Exercise instructions -> In this exercise, every entry is to be transcribed exactly as written.

[Collected data]
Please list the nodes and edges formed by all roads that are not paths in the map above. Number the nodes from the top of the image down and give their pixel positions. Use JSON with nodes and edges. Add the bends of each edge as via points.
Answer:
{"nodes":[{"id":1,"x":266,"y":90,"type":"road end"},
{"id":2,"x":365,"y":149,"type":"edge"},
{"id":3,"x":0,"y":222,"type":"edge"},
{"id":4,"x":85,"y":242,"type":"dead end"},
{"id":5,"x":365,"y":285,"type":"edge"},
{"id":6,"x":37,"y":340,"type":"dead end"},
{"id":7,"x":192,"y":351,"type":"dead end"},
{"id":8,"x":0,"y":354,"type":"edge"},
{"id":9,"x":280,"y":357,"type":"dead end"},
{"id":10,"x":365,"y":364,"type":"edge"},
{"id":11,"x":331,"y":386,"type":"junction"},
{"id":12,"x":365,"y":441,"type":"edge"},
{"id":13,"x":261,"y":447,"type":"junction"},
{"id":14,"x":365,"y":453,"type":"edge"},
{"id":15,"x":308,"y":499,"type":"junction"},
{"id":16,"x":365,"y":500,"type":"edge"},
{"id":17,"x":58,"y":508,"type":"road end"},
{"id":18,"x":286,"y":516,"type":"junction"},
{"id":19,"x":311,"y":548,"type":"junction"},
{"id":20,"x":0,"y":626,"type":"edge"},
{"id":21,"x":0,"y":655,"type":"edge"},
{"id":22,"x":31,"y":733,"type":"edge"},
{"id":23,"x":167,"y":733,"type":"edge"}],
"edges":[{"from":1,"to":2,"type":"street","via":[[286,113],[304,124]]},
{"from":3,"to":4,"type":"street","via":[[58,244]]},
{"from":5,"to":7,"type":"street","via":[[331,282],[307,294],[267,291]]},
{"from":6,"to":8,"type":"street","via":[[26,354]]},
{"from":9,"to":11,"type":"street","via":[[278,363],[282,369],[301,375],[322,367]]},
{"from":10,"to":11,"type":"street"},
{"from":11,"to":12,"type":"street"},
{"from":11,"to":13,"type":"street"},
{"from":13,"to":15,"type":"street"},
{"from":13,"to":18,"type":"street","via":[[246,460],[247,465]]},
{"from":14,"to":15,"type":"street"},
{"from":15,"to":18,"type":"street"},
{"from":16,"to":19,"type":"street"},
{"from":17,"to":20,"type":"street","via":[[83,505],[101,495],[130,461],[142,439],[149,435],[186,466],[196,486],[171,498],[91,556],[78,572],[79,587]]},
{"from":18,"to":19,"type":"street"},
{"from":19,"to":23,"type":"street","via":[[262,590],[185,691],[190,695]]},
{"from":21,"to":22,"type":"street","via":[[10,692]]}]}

Completed exercise ->
Please list the nodes and edges formed by all roads that are not paths in the map above. Number the nodes from the top of the image down and give their pixel positions. Use JSON with nodes and edges. Add the bends of each edge as via points.
Answer:
{"nodes":[{"id":1,"x":266,"y":90,"type":"road end"},
{"id":2,"x":365,"y":149,"type":"edge"},
{"id":3,"x":0,"y":222,"type":"edge"},
{"id":4,"x":85,"y":242,"type":"dead end"},
{"id":5,"x":365,"y":285,"type":"edge"},
{"id":6,"x":37,"y":340,"type":"dead end"},
{"id":7,"x":192,"y":351,"type":"dead end"},
{"id":8,"x":0,"y":354,"type":"edge"},
{"id":9,"x":280,"y":357,"type":"dead end"},
{"id":10,"x":365,"y":364,"type":"edge"},
{"id":11,"x":331,"y":386,"type":"junction"},
{"id":12,"x":365,"y":441,"type":"edge"},
{"id":13,"x":261,"y":447,"type":"junction"},
{"id":14,"x":365,"y":453,"type":"edge"},
{"id":15,"x":308,"y":499,"type":"junction"},
{"id":16,"x":365,"y":500,"type":"edge"},
{"id":17,"x":58,"y":508,"type":"road end"},
{"id":18,"x":286,"y":516,"type":"junction"},
{"id":19,"x":311,"y":548,"type":"junction"},
{"id":20,"x":0,"y":626,"type":"edge"},
{"id":21,"x":0,"y":655,"type":"edge"},
{"id":22,"x":31,"y":733,"type":"edge"},
{"id":23,"x":167,"y":733,"type":"edge"}],
"edges":[{"from":1,"to":2,"type":"street","via":[[286,113],[304,124]]},
{"from":3,"to":4,"type":"street","via":[[58,244]]},
{"from":5,"to":7,"type":"street","via":[[331,282],[307,294],[267,291]]},
{"from":6,"to":8,"type":"street","via":[[26,354]]},
{"from":9,"to":11,"type":"street","via":[[278,363],[282,369],[301,375],[322,367]]},
{"from":10,"to":11,"type":"street"},
{"from":11,"to":12,"type":"street"},
{"from":11,"to":13,"type":"street"},
{"from":13,"to":15,"type":"street"},
{"from":13,"to":18,"type":"street","via":[[246,460],[247,465]]},
{"from":14,"to":15,"type":"street"},
{"from":15,"to":18,"type":"street"},
{"from":16,"to":19,"type":"street"},
{"from":17,"to":20,"type":"street","via":[[83,505],[101,495],[130,461],[142,439],[149,435],[186,466],[196,486],[171,498],[91,556],[78,572],[79,587]]},
{"from":18,"to":19,"type":"street"},
{"from":19,"to":23,"type":"street","via":[[262,590],[185,691],[190,695]]},
{"from":21,"to":22,"type":"street","via":[[10,692]]}]}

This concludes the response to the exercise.